Work to be completed:
Check every line of the data below for the word "nodes" and say how many have it, without further comment.

Dataset Start Marker

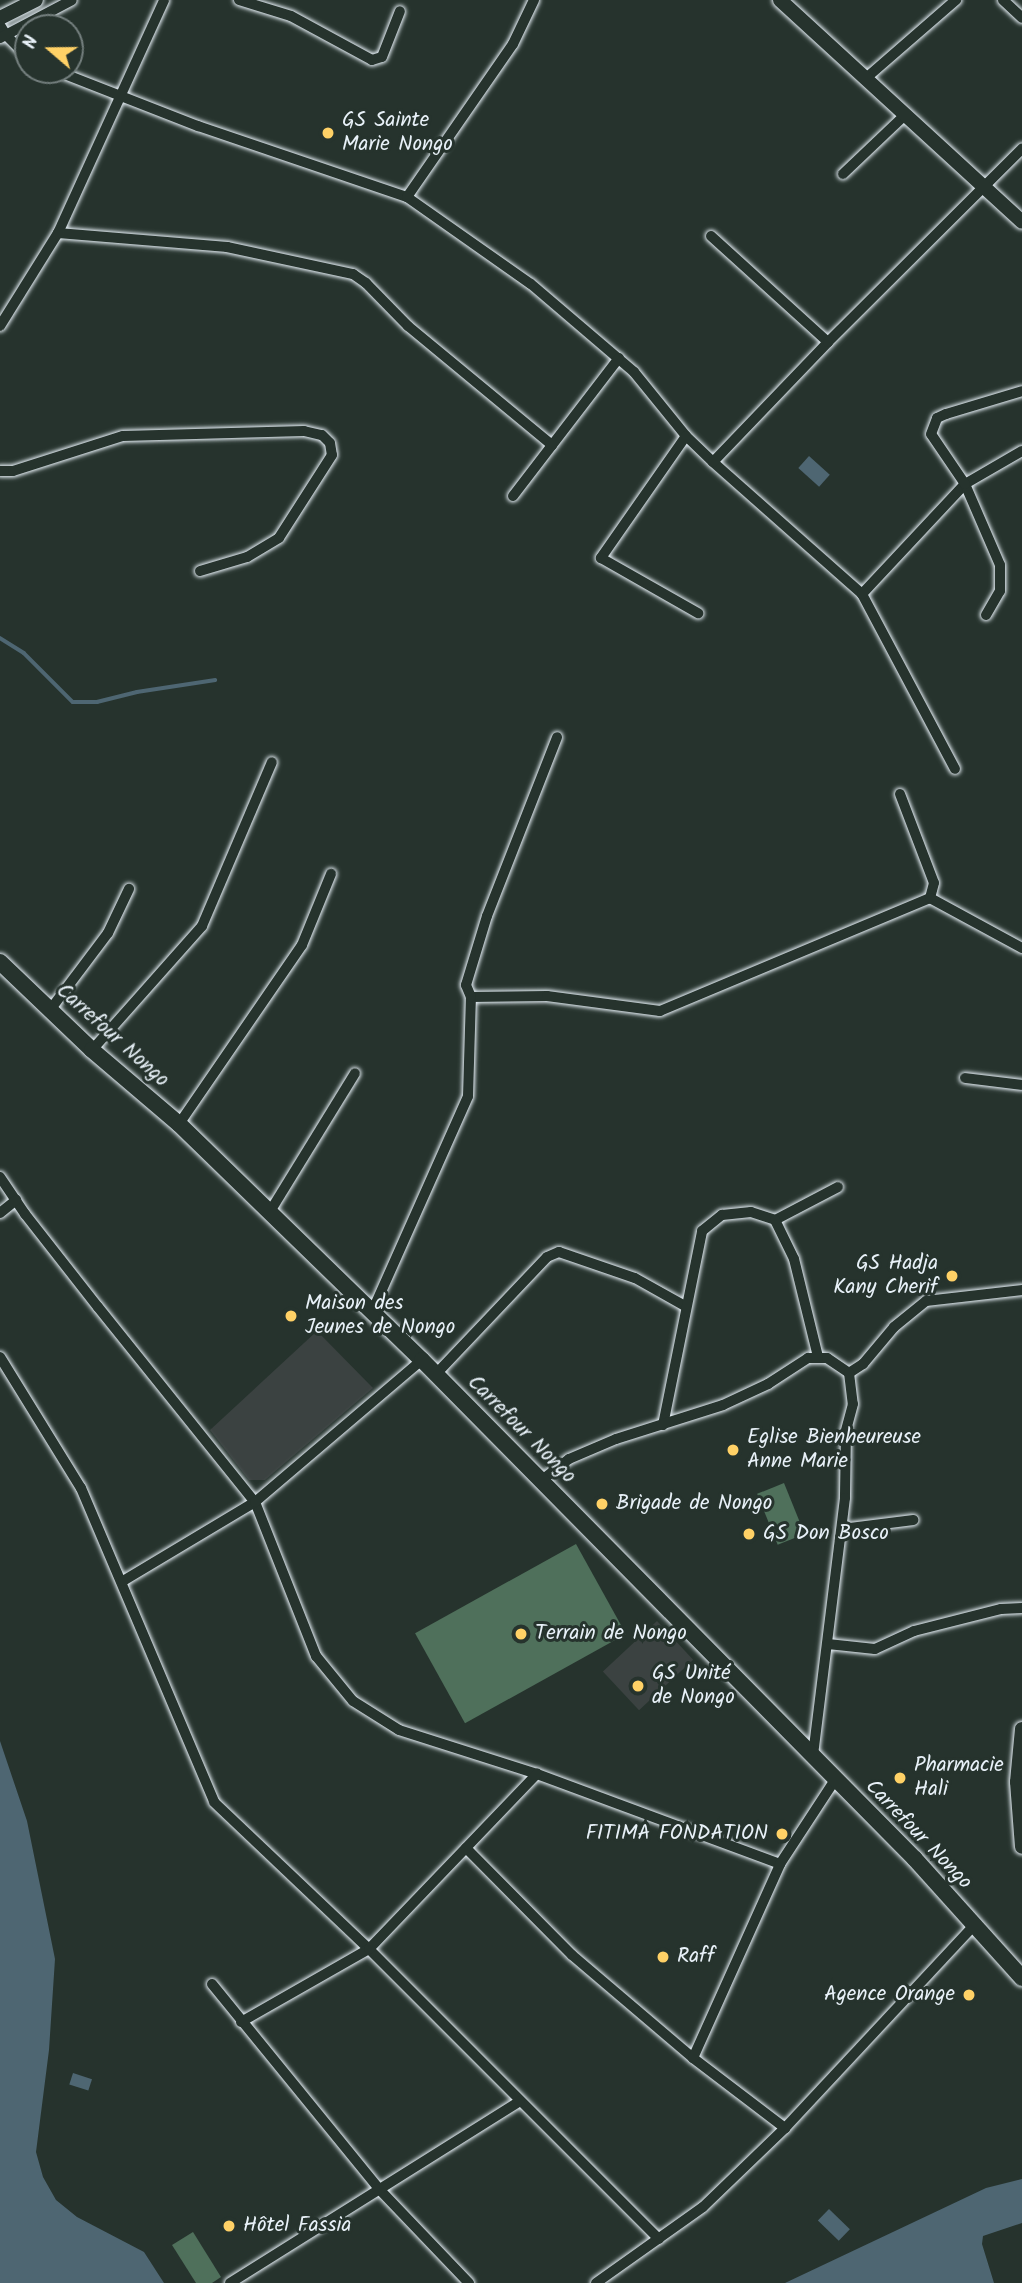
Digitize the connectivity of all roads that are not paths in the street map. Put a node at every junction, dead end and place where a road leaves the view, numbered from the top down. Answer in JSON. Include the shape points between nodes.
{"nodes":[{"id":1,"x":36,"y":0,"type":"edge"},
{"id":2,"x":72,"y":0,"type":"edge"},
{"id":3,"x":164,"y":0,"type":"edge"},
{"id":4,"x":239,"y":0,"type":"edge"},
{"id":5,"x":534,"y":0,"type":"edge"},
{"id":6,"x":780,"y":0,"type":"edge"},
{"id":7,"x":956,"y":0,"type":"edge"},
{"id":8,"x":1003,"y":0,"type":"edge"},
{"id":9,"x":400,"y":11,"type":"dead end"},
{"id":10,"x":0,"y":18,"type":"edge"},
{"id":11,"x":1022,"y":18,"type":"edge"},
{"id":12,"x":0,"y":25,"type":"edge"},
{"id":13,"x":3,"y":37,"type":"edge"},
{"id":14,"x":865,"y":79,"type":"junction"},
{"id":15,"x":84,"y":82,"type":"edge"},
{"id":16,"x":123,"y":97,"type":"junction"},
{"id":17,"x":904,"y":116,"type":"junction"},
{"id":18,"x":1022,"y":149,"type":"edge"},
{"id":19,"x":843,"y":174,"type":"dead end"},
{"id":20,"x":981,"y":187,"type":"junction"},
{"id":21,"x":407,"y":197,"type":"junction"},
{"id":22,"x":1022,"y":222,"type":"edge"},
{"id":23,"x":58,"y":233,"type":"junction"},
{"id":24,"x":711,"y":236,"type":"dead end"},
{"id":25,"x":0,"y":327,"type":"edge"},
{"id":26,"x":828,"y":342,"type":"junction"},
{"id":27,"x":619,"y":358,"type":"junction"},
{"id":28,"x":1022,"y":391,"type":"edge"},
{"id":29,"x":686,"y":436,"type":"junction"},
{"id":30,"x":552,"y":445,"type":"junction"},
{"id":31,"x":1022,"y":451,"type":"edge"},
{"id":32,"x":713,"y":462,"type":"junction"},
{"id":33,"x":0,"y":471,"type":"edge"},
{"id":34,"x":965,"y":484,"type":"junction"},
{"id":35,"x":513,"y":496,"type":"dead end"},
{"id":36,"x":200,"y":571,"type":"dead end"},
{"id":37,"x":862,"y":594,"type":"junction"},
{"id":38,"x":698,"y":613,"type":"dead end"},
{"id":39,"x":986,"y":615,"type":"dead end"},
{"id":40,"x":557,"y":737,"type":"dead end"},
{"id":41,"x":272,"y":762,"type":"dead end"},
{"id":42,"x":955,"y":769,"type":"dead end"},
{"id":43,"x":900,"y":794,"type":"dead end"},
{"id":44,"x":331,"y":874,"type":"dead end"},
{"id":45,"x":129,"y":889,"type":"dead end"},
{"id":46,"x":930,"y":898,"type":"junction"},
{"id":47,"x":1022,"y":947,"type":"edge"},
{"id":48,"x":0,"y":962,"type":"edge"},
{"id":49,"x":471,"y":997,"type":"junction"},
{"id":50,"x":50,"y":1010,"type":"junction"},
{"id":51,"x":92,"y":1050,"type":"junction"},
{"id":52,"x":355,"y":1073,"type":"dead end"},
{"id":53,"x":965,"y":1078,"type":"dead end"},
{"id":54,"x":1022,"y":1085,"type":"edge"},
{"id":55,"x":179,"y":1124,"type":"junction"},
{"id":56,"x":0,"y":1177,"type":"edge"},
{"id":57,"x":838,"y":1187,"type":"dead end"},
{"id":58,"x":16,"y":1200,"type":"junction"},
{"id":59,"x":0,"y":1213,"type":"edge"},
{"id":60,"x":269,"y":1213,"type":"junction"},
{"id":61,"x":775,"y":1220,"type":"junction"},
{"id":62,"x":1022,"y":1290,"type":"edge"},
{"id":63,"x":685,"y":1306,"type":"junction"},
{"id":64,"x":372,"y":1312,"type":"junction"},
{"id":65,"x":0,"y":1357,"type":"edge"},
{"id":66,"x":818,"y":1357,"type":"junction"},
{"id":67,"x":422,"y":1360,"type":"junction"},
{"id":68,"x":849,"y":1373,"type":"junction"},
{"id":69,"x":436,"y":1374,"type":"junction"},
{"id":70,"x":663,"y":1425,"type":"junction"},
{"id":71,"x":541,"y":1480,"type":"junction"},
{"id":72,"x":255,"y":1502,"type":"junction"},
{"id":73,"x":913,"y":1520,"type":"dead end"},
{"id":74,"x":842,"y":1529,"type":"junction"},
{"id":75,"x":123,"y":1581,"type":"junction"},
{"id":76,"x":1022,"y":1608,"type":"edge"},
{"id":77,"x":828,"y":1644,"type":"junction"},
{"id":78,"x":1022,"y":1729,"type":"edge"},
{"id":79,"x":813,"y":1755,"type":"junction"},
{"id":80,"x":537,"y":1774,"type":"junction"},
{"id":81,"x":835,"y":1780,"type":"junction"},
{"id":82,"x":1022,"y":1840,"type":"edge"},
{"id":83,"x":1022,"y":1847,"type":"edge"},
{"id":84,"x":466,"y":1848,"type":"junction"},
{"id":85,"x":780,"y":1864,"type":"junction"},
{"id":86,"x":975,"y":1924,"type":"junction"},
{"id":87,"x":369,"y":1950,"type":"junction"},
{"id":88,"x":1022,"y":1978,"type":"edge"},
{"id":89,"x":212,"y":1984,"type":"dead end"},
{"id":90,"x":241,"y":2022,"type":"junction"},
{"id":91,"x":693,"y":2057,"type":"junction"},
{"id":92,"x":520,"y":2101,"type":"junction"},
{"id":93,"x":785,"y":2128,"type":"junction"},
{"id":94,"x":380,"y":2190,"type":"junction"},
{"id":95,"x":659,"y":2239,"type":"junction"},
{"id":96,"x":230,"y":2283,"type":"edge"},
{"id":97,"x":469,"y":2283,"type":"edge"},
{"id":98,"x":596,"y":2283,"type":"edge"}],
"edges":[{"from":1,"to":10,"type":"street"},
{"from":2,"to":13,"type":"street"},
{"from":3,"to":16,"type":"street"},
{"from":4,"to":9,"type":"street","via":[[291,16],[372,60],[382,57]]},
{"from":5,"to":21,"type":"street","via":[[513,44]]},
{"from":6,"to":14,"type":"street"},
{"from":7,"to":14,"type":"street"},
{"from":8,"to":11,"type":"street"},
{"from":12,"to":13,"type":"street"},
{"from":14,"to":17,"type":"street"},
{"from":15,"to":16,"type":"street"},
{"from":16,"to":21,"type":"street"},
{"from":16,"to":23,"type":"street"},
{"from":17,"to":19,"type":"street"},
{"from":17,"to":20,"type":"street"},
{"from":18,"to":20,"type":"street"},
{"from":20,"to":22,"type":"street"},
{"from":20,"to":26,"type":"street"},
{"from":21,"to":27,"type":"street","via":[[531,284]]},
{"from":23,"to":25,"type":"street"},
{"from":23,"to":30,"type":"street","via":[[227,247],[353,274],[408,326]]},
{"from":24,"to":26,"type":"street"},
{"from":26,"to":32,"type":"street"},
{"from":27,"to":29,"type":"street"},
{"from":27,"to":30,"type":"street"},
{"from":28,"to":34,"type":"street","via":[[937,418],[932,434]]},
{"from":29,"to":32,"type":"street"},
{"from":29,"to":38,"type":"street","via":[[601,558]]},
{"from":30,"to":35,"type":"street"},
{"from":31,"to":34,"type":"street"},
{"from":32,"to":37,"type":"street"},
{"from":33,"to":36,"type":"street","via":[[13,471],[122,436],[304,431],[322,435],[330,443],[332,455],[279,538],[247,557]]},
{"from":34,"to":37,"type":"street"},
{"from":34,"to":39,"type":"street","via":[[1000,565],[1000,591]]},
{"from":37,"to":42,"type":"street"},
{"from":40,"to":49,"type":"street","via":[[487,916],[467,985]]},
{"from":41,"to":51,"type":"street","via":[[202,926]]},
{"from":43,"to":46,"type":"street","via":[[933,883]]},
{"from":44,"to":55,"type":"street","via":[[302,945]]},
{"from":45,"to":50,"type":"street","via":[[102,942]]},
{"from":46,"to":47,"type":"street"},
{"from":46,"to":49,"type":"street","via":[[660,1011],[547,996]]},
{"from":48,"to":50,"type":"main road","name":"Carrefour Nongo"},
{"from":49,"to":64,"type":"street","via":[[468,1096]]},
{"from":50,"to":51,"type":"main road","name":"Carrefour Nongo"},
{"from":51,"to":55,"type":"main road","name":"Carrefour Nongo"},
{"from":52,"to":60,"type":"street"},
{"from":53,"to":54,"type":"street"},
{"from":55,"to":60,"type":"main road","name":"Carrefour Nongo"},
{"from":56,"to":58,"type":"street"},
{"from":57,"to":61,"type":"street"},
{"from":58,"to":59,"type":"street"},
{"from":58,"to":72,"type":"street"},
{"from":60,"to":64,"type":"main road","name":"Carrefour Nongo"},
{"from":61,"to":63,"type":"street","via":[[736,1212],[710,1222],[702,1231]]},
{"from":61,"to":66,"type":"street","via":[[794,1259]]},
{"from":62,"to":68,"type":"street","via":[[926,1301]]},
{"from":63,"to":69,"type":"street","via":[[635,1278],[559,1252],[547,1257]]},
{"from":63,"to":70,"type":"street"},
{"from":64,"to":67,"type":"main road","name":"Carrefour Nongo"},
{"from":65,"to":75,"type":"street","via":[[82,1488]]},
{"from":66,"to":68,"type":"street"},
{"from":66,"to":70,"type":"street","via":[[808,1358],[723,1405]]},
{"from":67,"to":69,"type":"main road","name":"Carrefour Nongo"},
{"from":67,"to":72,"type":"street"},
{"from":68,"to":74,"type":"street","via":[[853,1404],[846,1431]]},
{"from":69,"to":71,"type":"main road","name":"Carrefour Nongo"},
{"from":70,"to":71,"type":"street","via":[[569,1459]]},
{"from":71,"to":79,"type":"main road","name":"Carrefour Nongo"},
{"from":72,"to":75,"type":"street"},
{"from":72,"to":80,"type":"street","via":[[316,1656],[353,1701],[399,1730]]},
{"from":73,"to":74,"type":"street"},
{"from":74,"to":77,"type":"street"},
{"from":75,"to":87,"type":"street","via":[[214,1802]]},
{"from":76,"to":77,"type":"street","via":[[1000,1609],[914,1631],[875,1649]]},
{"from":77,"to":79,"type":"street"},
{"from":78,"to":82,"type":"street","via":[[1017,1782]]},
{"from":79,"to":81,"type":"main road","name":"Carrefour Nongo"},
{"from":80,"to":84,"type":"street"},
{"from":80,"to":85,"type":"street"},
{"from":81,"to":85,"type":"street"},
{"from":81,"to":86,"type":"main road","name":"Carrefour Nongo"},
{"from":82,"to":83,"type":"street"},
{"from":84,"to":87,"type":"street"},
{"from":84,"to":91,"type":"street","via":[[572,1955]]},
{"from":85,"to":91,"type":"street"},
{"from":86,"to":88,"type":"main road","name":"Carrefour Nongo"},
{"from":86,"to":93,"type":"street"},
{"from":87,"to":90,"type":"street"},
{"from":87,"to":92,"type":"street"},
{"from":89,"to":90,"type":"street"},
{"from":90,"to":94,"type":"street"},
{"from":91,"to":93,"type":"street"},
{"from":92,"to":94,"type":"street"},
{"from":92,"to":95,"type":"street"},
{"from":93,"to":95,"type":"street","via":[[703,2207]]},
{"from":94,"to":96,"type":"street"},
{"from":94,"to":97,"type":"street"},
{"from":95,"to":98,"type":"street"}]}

Dataset End Marker

Solution to this task:
2